Crowdfunding News and the “News Mutual Fund”

4 Dec

I’ve been looking lately at some of the “crowdfunding” models for journalism, in which audience members donate money to specific stories whose production they want to support. Here’s my idea for a “news mutual fund” – a concept slightly different from the crowdfunding models I’ve seen so far.

One well-known crowdfunding project for journalism is Spot.Us. This organization provides a platform for public donations to proposed stories in the Los Angeles and San Francisco areas. Potential donors can read a pitch for the story, follow the reporter’s blog and see other content related to the proposed story.

The Spot.Us site.

I’m afraid, though, that it’s a bit optimistic to expect the audience to evaluate, donate to, and follow up on stories at the international, national, state and local levels, as would really be needed to make this model widespread and effective throughout journalism. Not only is it a financial commitment, but it’s also a time commitment that goes beyond what most people will consider for news. I doubt most people will make this investment in news, especially given current levels of public appreciation for journalism.

It seems to me that if this model is to succeed, it needs to look at another model of investments that has been very successful: the mutual fund. As I see it, today’s crowdfunding possibilities – limited as they are – are like individual stock investments, with a “socially responsible investing” angle. A donor chooses to donate to X story because he or she feels that it has long-term value for a personal information “portfolio” and for a community.

But just like investing in individual stocks, picking those stories is a lot of work. People like mutual funds for their financial investments because they eliminate that detailed effort. In a mutual fund, a trusted manager with a proven track record is given funds to allocate based on a chosen model of investment. Many different mutual funds exist: some that are more risky, some that are less so, some that invest in particular industries and some that express particular ideological perspectives.

Maybe this is how crowdfunding could be approached – as a news mutual fund, rather than as a stock-picking process. Spot.Us does provide an option to simply donate money and allow the organization to choose where the funds are assigned. But little transparency is provided – as far as I can tell – as to how that selection is made.

In a news mutual fund, a manager would determine where news investors’ money was directed according to defined story selection parameters.

Sound like an editor? Does a news mutual fund sound a bit like buying a newspaper subscription and hoping your money goes to the “right” stories? Sure.

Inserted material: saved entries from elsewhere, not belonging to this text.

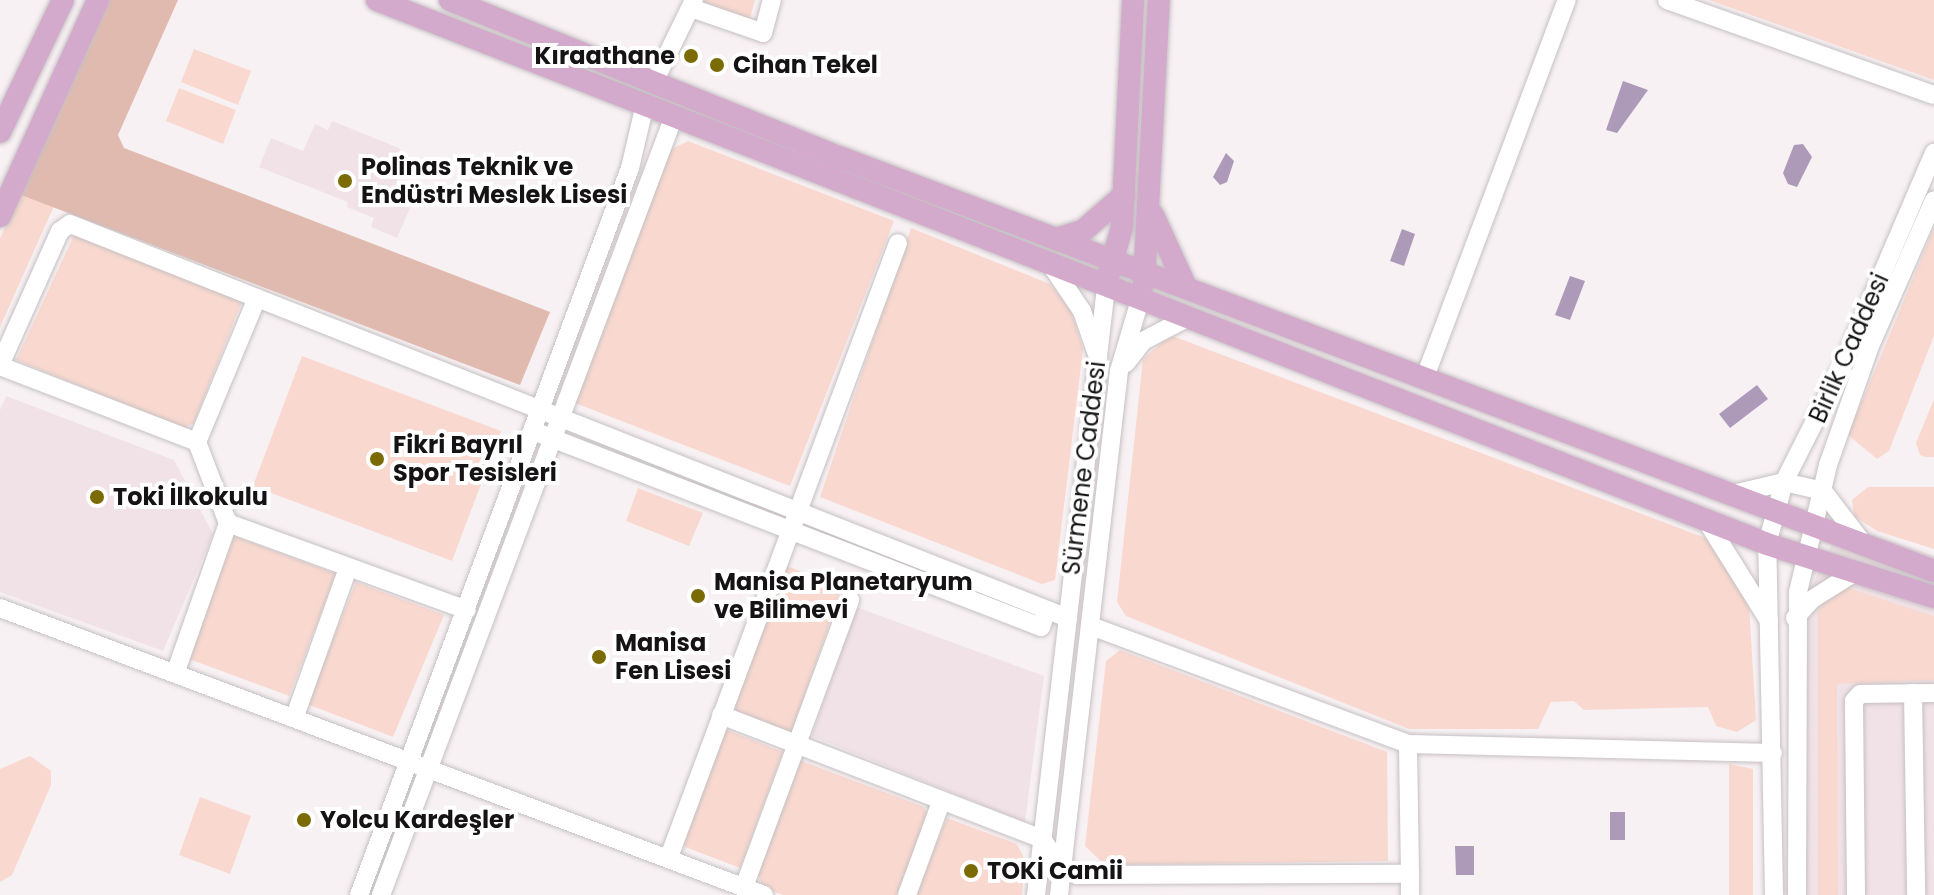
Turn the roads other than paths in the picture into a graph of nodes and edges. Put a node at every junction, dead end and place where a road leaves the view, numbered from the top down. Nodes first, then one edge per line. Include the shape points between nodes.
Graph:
1 (63, 0) edge
2 (98, 0) edge
3 (377, 0) edge
4 (450, 0) edge
5 (772, 0) edge
6 (1133, 0) edge
7 (1159, 0) edge
8 (1567, 0) edge
9 (1667, 0) edge
10 (693, 4) edge
11 (655, 80) junction
12 (684, 92) junction
13 (1934, 95) edge
14 (645, 104) junction
15 (674, 116) junction
16 (0, 132) edge
17 (1934, 153) edge
18 (1124, 195) junction
19 (1934, 200) edge
20 (1148, 202) junction
21 (0, 216) edge
22 (1056, 239) junction
23 (898, 243) dead end
24 (1112, 259) junction
25 (1049, 262) junction
26 (1147, 272) junction
27 (1106, 287) junction
28 (1186, 287) junction
29 (257, 298) junction
30 (1140, 300) junction
31 (1187, 318) junction
32 (1099, 360) junction
33 (0, 366) edge
34 (1119, 371) junction
35 (1425, 377) junction
36 (539, 407) junction
37 (558, 416) junction
38 (531, 430) junction
39 (550, 438) junction
40 (197, 442) junction
41 (1797, 459) junction
42 (1828, 465) junction
43 (1784, 482) junction
44 (1823, 491) junction
45 (1723, 494) junction
46 (796, 511) junction
47 (1776, 513) junction
48 (1706, 520) junction
49 (228, 523) junction
50 (1815, 527) junction
51 (789, 530) junction
52 (1767, 544) junction
53 (1868, 548) junction
54 (1806, 556) junction
55 (348, 568) junction
56 (1857, 571) junction
57 (1934, 571) edge
58 (1934, 597) edge
59 (850, 600) dead end
60 (0, 608) edge
61 (467, 610) junction
62 (1047, 610) junction
63 (1068, 618) junction
64 (1795, 618) junction
65 (1771, 623) junction
66 (1091, 626) junction
67 (176, 671) junction
68 (1913, 693) junction
69 (1934, 693) edge
70 (721, 715) junction
71 (295, 716) junction
72 (1408, 744) junction
73 (796, 745) junction
74 (1773, 753) junction
75 (409, 759) junction
76 (428, 766) junction
77 (941, 802) junction
78 (1042, 839) junction
79 (669, 857) junction
80 (1062, 868) junction
81 (1410, 874) junction
82 (737, 889) edge
83 (359, 895) edge
84 (381, 895) edge
85 (764, 895) edge
86 (907, 895) edge
87 (1036, 895) edge
88 (1059, 895) edge
89 (1410, 895) edge
90 (1774, 895) edge
91 (1797, 895) edge
92 (1856, 895) edge
93 (1916, 895) edge

1 - 16 main road
2 - 21 main road
3 - 14 main road
4 - 11 main road
5 - 10 street via 763,33
6 - 18 main road, Sürmene Caddesi
7 - 20 main road, Sürmene Caddesi
8 - 35 street
9 - 13 street
10 - 11 street
11 - 12 main road
11 - 14 main road
12 - 15 main road
12 - 22 main road
14 - 15 main road
14 - 36 street via 630,168
15 - 25 main road
15 - 37 street
17 - 41 street, Birlik Caddesi
18 - 22 main road via 1083,231
18 - 24 main road, Sürmene Caddesi
19 - 42 street, Birlik Caddesi via 1870,346
20 - 26 main road, Sürmene Caddesi
20 - 28 main road
22 - 24 main road
23 - 46 street
24 - 26 main road
24 - 27 main road, Sürmene Caddesi
25 - 27 main road
25 - 32 street via 1082,311
26 - 28 main road
26 - 30 main road, Sürmene Caddesi
27 - 30 main road
27 - 32 street, Sürmene Caddesi
28 - 35 main road
29 - 33 street via 70,224 60,231
29 - 36 street
29 - 40 street
30 - 31 main road
30 - 34 street, Sürmene Caddesi
31 - 34 street via 1143,341
31 - 48 main road
32 - 63 street, Sürmene Caddesi
33 - 40 street
34 - 66 street, Sürmene Caddesi
35 - 45 main road
36 - 37 street
36 - 38 street
37 - 39 street
37 - 46 street
38 - 39 street
38 - 61 street
39 - 51 street
39 - 76 street
40 - 49 street
41 - 42 street
41 - 43 street, Birlik Caddesi
42 - 44 street, Birlik Caddesi
43 - 44 street
43 - 45 street
43 - 47 street, Birlik Caddesi
44 - 50 street, Birlik Caddesi
44 - 53 street
45 - 47 main road
46 - 51 street
46 - 62 street
47 - 50 main road
47 - 52 street
48 - 52 main road
48 - 65 street
49 - 55 street
49 - 67 street
50 - 53 main road
50 - 54 street
51 - 62 street via 1041,627
51 - 70 street
52 - 54 main road
52 - 65 street
53 - 57 main road
54 - 56 main road
54 - 64 street
55 - 61 street
55 - 71 street
56 - 58 main road
56 - 64 street via 1811,600
59 - 73 street
60 - 67 street
61 - 75 street
62 - 63 street
63 - 78 street, Sürmene Caddesi
64 - 91 street
65 - 74 street
66 - 72 street
66 - 80 street, Sürmene Caddesi
67 - 71 street
68 - 69 street
68 - 92 street via 1860,694 1854,701
68 - 93 street
70 - 73 street
70 - 79 street
71 - 75 street
72 - 74 street
72 - 81 street
73 - 77 street
73 - 82 street
74 - 90 street
75 - 76 street
75 - 83 street
76 - 79 street
76 - 84 street
77 - 78 street
77 - 86 street
78 - 80 street
78 - 87 street, Sürmene Caddesi
79 - 82 street
80 - 81 street via 1077,875
80 - 88 street, Sürmene Caddesi
81 - 89 street
82 - 85 street

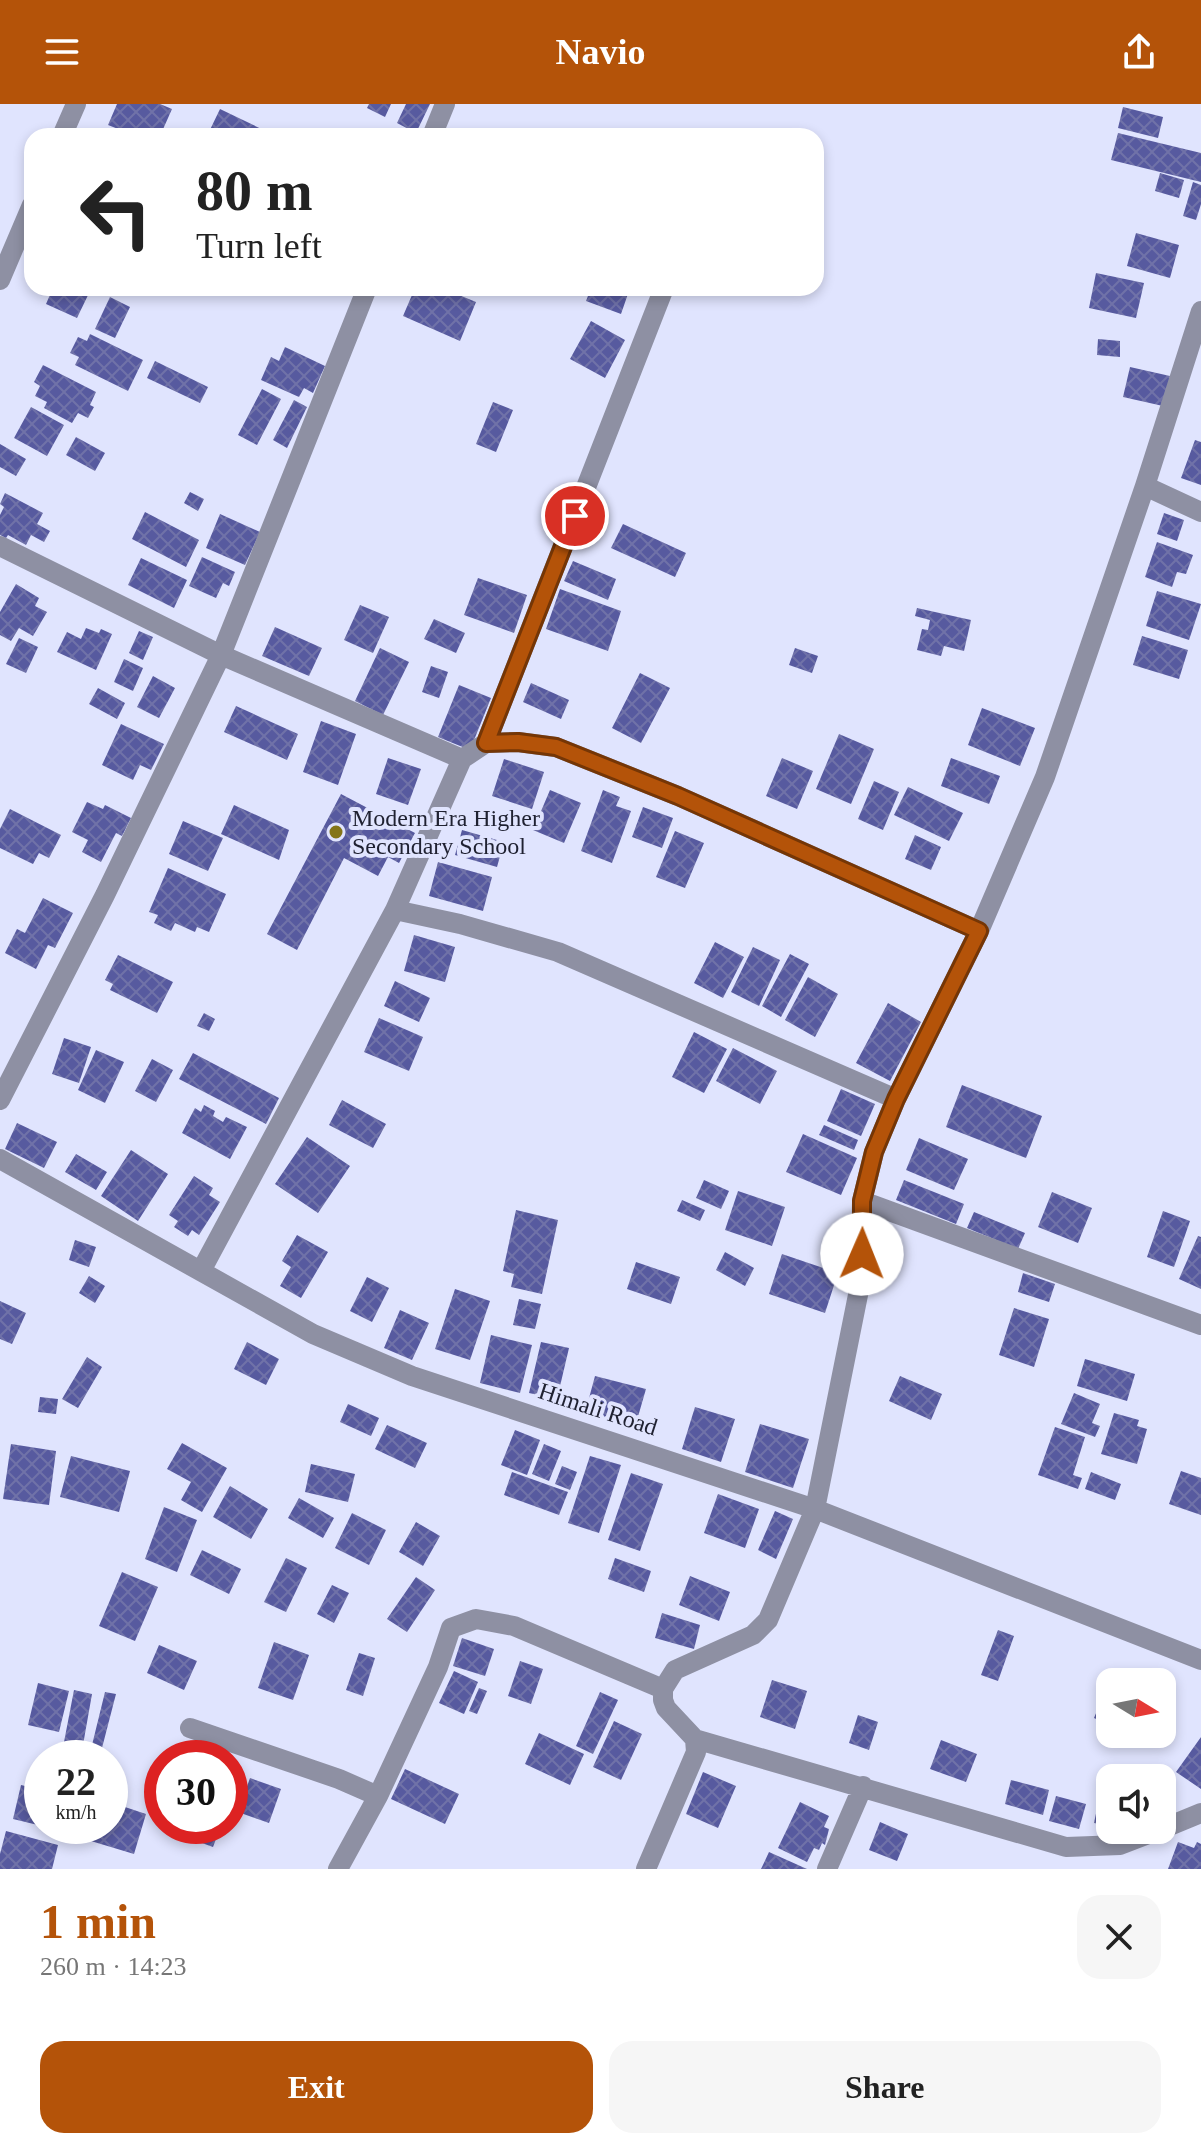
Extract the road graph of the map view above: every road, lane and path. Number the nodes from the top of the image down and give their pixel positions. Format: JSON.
{"nodes":[{"id":1,"x":76,"y":104,"type":"edge"},
{"id":2,"x":445,"y":104,"type":"edge"},
{"id":3,"x":66,"y":128,"type":"edge"},
{"id":4,"x":435,"y":128,"type":"edge"},
{"id":5,"x":24,"y":224,"type":"edge"},
{"id":6,"x":0,"y":280,"type":"edge"},
{"id":7,"x":364,"y":296,"type":"edge"},
{"id":8,"x":661,"y":296,"type":"edge"},
{"id":9,"x":1201,"y":311,"type":"edge"},
{"id":10,"x":1145,"y":486,"type":"junction"},
{"id":11,"x":1201,"y":512,"type":"edge"},
{"id":12,"x":0,"y":546,"type":"edge"},
{"id":13,"x":221,"y":655,"type":"junction"},
{"id":14,"x":486,"y":743,"type":"junction"},
{"id":15,"x":462,"y":759,"type":"junction"},
{"id":16,"x":395,"y":910,"type":"junction"},
{"id":17,"x":979,"y":931,"type":"junction"},
{"id":18,"x":896,"y":1099,"type":"junction"},
{"id":19,"x":0,"y":1100,"type":"edge"},
{"id":20,"x":0,"y":1159,"type":"edge"},
{"id":21,"x":862,"y":1201,"type":"junction"},
{"id":22,"x":201,"y":1271,"type":"junction"},
{"id":23,"x":1201,"y":1325,"type":"edge"},
{"id":24,"x":815,"y":1509,"type":"junction"},
{"id":25,"x":1201,"y":1660,"type":"edge"},
{"id":26,"x":663,"y":1689,"type":"junction"},
{"id":27,"x":190,"y":1728,"type":"dead end"},
{"id":28,"x":695,"y":1739,"type":"junction"},
{"id":29,"x":863,"y":1786,"type":"junction"},
{"id":30,"x":378,"y":1796,"type":"junction"},
{"id":31,"x":1201,"y":1813,"type":"edge"},
{"id":32,"x":1176,"y":1823,"type":"edge"},
{"id":33,"x":1122,"y":1844,"type":"edge"},
{"id":34,"x":338,"y":1869,"type":"edge"},
{"id":35,"x":646,"y":1869,"type":"edge"},
{"id":36,"x":827,"y":1869,"type":"edge"}],
"edges":[{"from":1,"to":3,"type":"street"},
{"from":2,"to":4,"type":"street"},
{"from":5,"to":6,"type":"street"},
{"from":7,"to":13,"type":"street"},
{"from":8,"to":14,"type":"street"},
{"from":9,"to":10,"type":"street"},
{"from":10,"to":11,"type":"street"},
{"from":10,"to":17,"type":"street"},
{"from":12,"to":13,"type":"street"},
{"from":13,"to":15,"type":"street"},
{"from":13,"to":19,"type":"street"},
{"from":14,"to":15,"type":"street"},
{"from":14,"to":17,"type":"street"},
{"from":15,"to":16,"type":"street"},
{"from":16,"to":18,"type":"street"},
{"from":16,"to":22,"type":"street"},
{"from":17,"to":18,"type":"street"},
{"from":18,"to":21,"type":"street"},
{"from":20,"to":22,"type":"street","name":"Himali Road"},
{"from":21,"to":23,"type":"street"},
{"from":21,"to":24,"type":"street"},
{"from":22,"to":24,"type":"street","name":"Himali Road"},
{"from":24,"to":25,"type":"street","name":"Himali Road"},
{"from":24,"to":26,"type":"street"},
{"from":26,"to":28,"type":"street"},
{"from":26,"to":30,"type":"street"},
{"from":27,"to":30,"type":"street"},
{"from":28,"to":29,"type":"street"},
{"from":28,"to":35,"type":"street"},
{"from":29,"to":33,"type":"street"},
{"from":29,"to":36,"type":"street"},
{"from":30,"to":34,"type":"street"},
{"from":31,"to":32,"type":"street"}]}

But most of the audience doesn’t know how editors select stories, and they have never had any input into that process. A more open “news mutual fund” process would lead to greater credibility and audience engagement, while eliminating the detail work on the audience’s behalf of doing the story selection work themselves. It would also maintain a degree of audience accountability for the manager, because if stories began to deviate from the investors’ chosen parameters, they could redirect their money to a different news fund.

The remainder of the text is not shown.